■ **Task goal**:
The records follow. Give them all back exactly.

(Stored items)
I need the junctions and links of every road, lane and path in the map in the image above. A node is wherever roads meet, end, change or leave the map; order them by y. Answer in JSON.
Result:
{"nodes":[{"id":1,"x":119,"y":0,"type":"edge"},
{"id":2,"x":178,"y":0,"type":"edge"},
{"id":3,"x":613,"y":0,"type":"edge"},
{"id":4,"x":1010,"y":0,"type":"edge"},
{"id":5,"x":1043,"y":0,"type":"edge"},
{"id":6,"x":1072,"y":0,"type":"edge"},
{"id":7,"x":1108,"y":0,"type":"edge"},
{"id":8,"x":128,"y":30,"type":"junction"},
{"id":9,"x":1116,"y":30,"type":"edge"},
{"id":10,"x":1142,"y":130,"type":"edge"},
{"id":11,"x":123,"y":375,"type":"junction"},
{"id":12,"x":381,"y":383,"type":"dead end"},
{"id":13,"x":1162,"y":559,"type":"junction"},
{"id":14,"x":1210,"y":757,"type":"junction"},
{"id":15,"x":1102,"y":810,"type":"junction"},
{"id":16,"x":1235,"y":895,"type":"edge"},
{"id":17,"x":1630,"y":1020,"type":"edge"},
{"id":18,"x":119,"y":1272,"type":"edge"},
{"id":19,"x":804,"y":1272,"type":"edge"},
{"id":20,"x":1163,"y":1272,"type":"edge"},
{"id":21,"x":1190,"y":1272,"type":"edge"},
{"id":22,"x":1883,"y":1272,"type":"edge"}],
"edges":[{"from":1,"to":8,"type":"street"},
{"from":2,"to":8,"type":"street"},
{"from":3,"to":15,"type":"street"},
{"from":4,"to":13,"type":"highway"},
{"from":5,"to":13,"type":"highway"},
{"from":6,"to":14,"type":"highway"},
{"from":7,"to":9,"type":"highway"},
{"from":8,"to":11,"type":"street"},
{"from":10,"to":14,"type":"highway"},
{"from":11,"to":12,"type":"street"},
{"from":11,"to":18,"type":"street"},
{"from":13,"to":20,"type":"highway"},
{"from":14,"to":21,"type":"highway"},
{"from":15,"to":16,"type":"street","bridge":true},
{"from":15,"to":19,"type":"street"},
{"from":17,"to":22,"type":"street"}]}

■ **Answer for the task**:
I need the junctions and links of every road, lane and path in the map in the image above. A node is wherever roads meet, end, change or leave the map; order them by y. Answer in JSON.
Result:
{"nodes":[{"id":1,"x":119,"y":0,"type":"edge"},
{"id":2,"x":178,"y":0,"type":"edge"},
{"id":3,"x":613,"y":0,"type":"edge"},
{"id":4,"x":1010,"y":0,"type":"edge"},
{"id":5,"x":1043,"y":0,"type":"edge"},
{"id":6,"x":1072,"y":0,"type":"edge"},
{"id":7,"x":1108,"y":0,"type":"edge"},
{"id":8,"x":128,"y":30,"type":"junction"},
{"id":9,"x":1116,"y":30,"type":"edge"},
{"id":10,"x":1142,"y":130,"type":"edge"},
{"id":11,"x":123,"y":375,"type":"junction"},
{"id":12,"x":381,"y":383,"type":"dead end"},
{"id":13,"x":1162,"y":559,"type":"junction"},
{"id":14,"x":1210,"y":757,"type":"junction"},
{"id":15,"x":1102,"y":810,"type":"junction"},
{"id":16,"x":1235,"y":895,"type":"edge"},
{"id":17,"x":1630,"y":1020,"type":"edge"},
{"id":18,"x":119,"y":1272,"type":"edge"},
{"id":19,"x":804,"y":1272,"type":"edge"},
{"id":20,"x":1163,"y":1272,"type":"edge"},
{"id":21,"x":1190,"y":1272,"type":"edge"},
{"id":22,"x":1883,"y":1272,"type":"edge"}],
"edges":[{"from":1,"to":8,"type":"street"},
{"from":2,"to":8,"type":"street"},
{"from":3,"to":15,"type":"street"},
{"from":4,"to":13,"type":"highway"},
{"from":5,"to":13,"type":"highway"},
{"from":6,"to":14,"type":"highway"},
{"from":7,"to":9,"type":"highway"},
{"from":8,"to":11,"type":"street"},
{"from":10,"to":14,"type":"highway"},
{"from":11,"to":12,"type":"street"},
{"from":11,"to":18,"type":"street"},
{"from":13,"to":20,"type":"highway"},
{"from":14,"to":21,"type":"highway"},
{"from":15,"to":16,"type":"street","bridge":true},
{"from":15,"to":19,"type":"street"},
{"from":17,"to":22,"type":"street"}]}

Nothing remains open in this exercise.